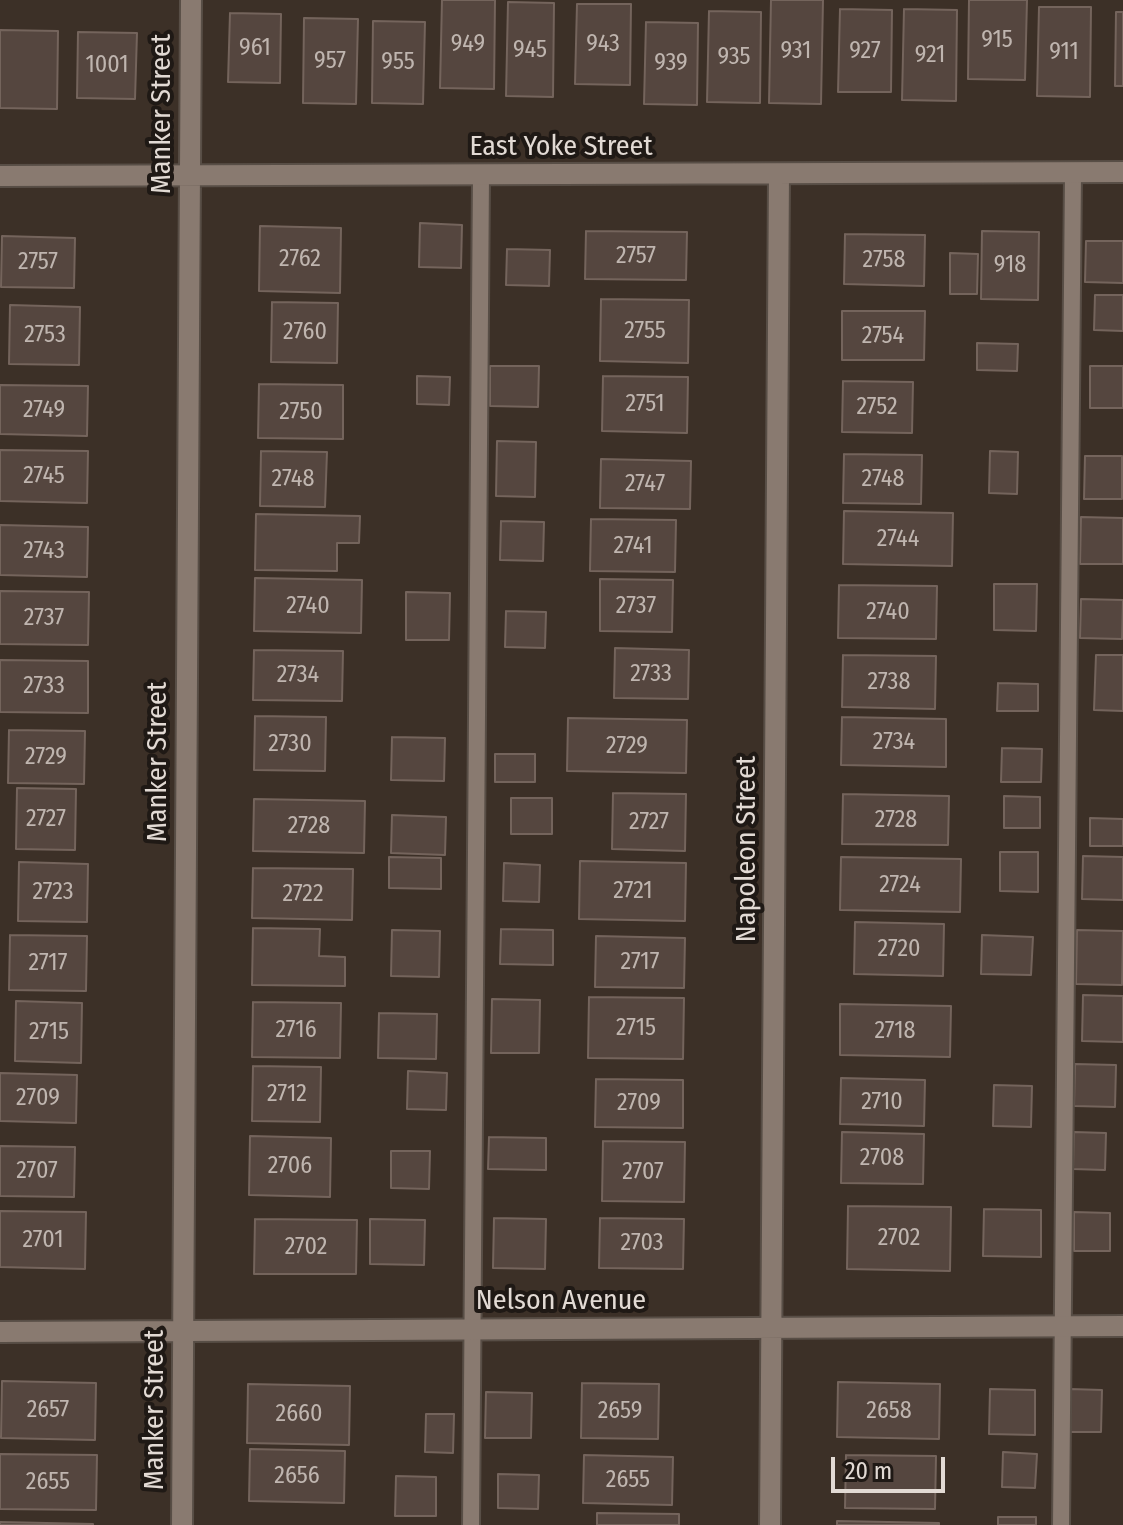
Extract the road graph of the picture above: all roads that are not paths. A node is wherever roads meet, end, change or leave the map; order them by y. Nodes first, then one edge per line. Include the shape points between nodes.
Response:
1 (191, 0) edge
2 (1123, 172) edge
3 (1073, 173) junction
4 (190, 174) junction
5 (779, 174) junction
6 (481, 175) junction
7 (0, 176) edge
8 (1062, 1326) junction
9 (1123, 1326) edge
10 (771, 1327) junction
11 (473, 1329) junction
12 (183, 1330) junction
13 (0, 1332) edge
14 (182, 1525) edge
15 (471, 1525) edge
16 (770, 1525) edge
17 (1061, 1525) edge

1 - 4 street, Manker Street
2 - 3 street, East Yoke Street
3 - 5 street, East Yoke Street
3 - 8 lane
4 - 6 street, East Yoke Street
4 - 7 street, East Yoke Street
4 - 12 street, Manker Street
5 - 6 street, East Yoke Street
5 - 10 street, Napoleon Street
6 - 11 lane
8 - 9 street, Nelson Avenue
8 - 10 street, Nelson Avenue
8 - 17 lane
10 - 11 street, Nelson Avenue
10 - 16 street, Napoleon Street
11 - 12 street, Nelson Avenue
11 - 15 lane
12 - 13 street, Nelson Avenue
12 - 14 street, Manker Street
================
* [Your instructions]: Everything in the entries above should be written out again exactly, except the images.

* [Solution to this exercise]:
Extract the road graph of the picture above: all roads that are not paths. A node is wherever roads meet, end, change or leave the map; order them by y. Nodes first, then one edge per line. Include the shape points between nodes.
Response:
1 (191, 0) edge
2 (1123, 172) edge
3 (1073, 173) junction
4 (190, 174) junction
5 (779, 174) junction
6 (481, 175) junction
7 (0, 176) edge
8 (1062, 1326) junction
9 (1123, 1326) edge
10 (771, 1327) junction
11 (473, 1329) junction
12 (183, 1330) junction
13 (0, 1332) edge
14 (182, 1525) edge
15 (471, 1525) edge
16 (770, 1525) edge
17 (1061, 1525) edge

1 - 4 street, Manker Street
2 - 3 street, East Yoke Street
3 - 5 street, East Yoke Street
3 - 8 lane
4 - 6 street, East Yoke Street
4 - 7 street, East Yoke Street
4 - 12 street, Manker Street
5 - 6 street, East Yoke Street
5 - 10 street, Napoleon Street
6 - 11 lane
8 - 9 street, Nelson Avenue
8 - 10 street, Nelson Avenue
8 - 17 lane
10 - 11 street, Nelson Avenue
10 - 16 street, Napoleon Street
11 - 12 street, Nelson Avenue
11 - 15 lane
12 - 13 street, Nelson Avenue
12 - 14 street, Manker Street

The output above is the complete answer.